L'Iran a proposé de mettre fin à son blocus du détroit d'Ormuz, une artère critique pour l'approvisionnement énergétique mondial, en échange de la levée du blocus naval américain et de la fin de la guerre de neuf semaines, selon deux responsables régionaux. La proposition, transmise via des médiateurs pakistanais, reporte notamment les négociations sur le programme nucléaire de Téhéran, une mesure qui entre en conflit direct avec les exigences fondamentales de Washington et place le cessez-le-feu fragile sur un terrain précaire. Le baril de Brent, la référence internationale, s'est maintenu au-dessus de 108 $ à la suite de cette nouvelle, soit près de 50 % de plus qu'avant le début du conflit.
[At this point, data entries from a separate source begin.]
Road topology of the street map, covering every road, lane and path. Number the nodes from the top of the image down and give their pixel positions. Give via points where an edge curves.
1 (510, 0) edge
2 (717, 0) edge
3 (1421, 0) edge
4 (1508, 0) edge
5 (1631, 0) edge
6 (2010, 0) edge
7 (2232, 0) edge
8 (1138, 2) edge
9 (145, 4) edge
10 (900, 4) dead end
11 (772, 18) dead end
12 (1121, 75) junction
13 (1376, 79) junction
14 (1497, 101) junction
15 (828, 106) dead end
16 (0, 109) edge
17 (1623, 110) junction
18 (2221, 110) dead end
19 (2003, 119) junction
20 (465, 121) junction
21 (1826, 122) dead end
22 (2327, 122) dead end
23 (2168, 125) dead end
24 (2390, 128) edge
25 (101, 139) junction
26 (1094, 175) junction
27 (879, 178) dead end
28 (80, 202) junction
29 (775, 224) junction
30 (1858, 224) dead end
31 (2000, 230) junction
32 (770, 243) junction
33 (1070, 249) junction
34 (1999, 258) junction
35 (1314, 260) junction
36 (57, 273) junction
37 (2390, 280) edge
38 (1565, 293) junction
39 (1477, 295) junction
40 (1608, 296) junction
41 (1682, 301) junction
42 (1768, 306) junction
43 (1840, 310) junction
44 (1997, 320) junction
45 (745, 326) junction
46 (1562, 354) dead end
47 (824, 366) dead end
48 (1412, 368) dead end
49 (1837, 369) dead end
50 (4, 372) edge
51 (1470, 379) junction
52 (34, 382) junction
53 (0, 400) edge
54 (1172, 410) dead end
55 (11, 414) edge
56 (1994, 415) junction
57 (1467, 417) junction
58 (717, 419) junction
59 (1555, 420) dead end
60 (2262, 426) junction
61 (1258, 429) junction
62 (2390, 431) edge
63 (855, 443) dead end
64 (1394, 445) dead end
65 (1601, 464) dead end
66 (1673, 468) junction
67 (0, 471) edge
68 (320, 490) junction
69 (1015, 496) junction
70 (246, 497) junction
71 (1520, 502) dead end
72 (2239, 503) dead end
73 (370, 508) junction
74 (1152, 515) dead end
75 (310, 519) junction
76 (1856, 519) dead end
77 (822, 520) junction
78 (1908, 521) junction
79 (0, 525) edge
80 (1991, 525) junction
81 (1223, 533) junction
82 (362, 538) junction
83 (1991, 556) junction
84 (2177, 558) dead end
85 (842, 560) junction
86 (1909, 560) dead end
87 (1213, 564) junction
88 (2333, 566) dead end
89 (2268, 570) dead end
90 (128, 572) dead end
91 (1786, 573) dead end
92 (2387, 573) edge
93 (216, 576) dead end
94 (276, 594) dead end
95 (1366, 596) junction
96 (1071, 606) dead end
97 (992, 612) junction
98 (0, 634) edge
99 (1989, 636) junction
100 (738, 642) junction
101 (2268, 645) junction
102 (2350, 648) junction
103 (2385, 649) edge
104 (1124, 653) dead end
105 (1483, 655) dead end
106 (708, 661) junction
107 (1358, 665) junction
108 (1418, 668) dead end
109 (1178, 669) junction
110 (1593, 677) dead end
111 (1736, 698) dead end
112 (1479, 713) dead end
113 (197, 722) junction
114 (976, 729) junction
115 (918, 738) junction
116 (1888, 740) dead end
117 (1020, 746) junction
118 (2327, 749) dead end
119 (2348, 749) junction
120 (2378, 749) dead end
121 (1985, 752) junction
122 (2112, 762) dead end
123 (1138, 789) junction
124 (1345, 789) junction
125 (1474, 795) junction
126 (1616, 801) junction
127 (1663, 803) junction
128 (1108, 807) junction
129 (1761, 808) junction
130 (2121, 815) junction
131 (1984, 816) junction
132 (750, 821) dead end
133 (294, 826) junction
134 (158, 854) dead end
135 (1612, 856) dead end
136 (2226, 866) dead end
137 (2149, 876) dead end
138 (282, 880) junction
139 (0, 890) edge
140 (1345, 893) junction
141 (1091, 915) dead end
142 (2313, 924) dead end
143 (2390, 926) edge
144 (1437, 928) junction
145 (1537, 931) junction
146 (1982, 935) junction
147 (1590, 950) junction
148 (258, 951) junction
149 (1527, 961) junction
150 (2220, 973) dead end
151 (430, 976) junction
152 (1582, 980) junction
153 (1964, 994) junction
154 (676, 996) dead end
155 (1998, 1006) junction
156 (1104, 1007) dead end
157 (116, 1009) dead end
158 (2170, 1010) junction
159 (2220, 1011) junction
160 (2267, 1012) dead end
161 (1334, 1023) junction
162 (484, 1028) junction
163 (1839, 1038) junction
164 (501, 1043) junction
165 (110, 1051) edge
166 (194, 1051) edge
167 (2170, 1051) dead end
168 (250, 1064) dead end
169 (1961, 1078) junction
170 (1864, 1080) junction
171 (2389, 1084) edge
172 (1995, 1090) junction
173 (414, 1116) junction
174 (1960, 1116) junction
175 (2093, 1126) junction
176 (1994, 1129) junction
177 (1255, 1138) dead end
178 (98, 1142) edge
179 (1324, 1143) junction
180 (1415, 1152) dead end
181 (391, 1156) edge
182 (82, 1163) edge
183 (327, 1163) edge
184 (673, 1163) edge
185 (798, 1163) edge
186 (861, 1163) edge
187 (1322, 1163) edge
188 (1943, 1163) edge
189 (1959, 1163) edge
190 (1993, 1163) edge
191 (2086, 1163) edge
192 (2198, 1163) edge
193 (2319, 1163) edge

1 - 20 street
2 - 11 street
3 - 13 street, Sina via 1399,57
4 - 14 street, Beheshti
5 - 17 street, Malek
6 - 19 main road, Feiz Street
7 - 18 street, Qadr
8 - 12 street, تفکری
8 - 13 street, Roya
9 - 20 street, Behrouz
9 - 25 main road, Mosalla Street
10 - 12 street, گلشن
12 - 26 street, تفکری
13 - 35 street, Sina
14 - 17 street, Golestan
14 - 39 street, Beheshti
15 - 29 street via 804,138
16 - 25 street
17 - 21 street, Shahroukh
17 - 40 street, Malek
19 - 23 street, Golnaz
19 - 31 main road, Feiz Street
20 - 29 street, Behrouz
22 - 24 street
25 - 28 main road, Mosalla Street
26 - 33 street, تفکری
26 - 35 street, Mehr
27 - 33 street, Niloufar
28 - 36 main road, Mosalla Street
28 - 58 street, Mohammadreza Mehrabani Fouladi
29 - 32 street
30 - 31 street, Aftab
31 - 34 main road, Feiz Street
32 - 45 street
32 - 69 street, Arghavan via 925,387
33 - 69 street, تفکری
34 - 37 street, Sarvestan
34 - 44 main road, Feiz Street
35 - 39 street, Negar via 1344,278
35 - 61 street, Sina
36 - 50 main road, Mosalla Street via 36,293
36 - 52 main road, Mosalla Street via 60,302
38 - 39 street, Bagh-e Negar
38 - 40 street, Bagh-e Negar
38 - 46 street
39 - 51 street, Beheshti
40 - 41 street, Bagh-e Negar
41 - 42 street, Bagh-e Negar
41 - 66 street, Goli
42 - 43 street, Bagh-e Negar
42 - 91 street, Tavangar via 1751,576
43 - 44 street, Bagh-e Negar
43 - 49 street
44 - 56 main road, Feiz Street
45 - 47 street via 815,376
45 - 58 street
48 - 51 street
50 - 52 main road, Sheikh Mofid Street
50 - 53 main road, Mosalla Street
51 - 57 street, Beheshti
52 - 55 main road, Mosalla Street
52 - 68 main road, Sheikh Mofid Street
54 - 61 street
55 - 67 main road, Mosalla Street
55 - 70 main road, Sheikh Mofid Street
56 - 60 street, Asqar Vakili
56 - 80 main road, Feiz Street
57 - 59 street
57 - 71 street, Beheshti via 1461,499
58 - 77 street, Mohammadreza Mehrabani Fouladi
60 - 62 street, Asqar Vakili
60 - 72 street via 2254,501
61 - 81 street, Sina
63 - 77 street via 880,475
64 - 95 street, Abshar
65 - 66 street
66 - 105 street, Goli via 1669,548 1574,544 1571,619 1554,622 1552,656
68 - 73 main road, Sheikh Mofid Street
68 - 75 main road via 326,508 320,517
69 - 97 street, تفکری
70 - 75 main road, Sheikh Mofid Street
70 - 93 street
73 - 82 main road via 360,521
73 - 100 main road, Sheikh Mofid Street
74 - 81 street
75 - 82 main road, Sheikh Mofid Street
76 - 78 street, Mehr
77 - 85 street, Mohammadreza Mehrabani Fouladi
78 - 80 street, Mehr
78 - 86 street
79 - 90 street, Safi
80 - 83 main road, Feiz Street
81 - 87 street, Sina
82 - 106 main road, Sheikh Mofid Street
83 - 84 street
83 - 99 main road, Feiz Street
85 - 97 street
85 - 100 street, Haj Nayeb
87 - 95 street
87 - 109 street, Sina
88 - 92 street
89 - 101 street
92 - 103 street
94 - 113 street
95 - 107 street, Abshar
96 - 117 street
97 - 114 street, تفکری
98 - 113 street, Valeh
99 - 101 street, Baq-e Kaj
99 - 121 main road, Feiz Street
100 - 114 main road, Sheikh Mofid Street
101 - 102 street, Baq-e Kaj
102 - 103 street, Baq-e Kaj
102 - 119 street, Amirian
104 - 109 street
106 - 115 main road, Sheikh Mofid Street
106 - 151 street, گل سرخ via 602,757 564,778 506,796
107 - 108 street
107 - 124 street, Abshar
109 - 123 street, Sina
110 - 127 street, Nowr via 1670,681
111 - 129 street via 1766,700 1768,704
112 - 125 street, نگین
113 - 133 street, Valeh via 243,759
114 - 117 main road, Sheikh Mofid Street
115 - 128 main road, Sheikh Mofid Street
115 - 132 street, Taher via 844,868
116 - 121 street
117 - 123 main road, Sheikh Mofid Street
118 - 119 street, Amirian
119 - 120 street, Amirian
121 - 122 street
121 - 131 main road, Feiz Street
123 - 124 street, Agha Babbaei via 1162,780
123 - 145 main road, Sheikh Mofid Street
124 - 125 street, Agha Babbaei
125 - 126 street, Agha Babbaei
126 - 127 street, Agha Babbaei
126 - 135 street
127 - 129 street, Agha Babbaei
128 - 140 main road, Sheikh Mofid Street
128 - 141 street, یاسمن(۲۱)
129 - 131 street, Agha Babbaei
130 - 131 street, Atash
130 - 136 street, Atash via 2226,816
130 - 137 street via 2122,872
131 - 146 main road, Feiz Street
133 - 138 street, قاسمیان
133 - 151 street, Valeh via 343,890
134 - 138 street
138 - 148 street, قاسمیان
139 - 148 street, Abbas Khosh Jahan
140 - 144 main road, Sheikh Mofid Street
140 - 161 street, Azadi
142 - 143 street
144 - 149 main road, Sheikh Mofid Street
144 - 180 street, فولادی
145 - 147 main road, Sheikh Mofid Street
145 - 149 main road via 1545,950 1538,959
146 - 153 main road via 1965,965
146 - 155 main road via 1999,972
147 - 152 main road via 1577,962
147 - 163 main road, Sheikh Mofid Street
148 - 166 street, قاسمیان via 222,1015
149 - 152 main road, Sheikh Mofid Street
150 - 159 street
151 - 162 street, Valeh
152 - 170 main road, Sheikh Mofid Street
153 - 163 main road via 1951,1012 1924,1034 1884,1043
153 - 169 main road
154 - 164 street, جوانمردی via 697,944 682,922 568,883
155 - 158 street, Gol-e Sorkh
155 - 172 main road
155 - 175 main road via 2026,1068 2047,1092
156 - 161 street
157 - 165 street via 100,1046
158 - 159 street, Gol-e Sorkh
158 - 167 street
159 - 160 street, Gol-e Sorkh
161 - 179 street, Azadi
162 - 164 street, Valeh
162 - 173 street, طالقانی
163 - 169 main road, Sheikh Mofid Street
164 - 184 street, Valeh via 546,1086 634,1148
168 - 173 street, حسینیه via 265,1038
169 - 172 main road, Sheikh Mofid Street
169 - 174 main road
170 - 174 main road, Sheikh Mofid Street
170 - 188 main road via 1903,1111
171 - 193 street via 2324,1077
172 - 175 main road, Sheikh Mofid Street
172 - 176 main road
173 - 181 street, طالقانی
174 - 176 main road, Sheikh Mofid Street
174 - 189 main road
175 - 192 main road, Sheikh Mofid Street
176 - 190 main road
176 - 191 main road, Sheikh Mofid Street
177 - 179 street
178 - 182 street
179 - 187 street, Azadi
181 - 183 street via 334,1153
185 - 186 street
« Ce qu'ils entendent par ouvrir les détroits, c'est : oui, les détroits sont ouverts, tant que vous vous coordonnez avec l'Iran, que vous obtenez notre permission, sinon nous vous ferons sauter et vous nous paierez », a déclaré le secrétaire d'État américain Marco Rubio dans une interview à Fox News. « Ce n'est pas ouvrir les détroits. Ce sont des voies navigables internationales. »
L'impasse diplomatique oblige l'économie mondiale à compter les coûts de la fermeture. Environ 20 % du pétrole et du gaz mondial passent par le détroit en temps de paix. Sa fermeture a bloqué environ 20 000 marins sur des centaines de navires et a envoyé des ondes de choc à travers les chaînes d'approvisionnement, faisant grimper les prix de tout, du carburant pour avions aux préservatifs. Le conflit a tué au moins 3 375 personnes en Iran et 2 521 au Liban, où les combats entre Israël et le Hezbollah se poursuivent malgré une trêve distincte.
La proposition iranienne crée un dilemme diplomatique pour la Maison Blanche, qui doit décider d'ici le 1er mai si elle doit demander l'approbation du Congrès pour poursuivre les opérations militaires en vertu de la War Powers Resolution. Bien que le président Trump ait déclaré que l'Iran avait envoyé une proposition « bien meilleure » après avoir annulé un voyage d'envoyés américains à Islamabad, il reste ferme sur le fait que tout accord permanent doit inclure le démantèlement complet du programme nucléaire iranien.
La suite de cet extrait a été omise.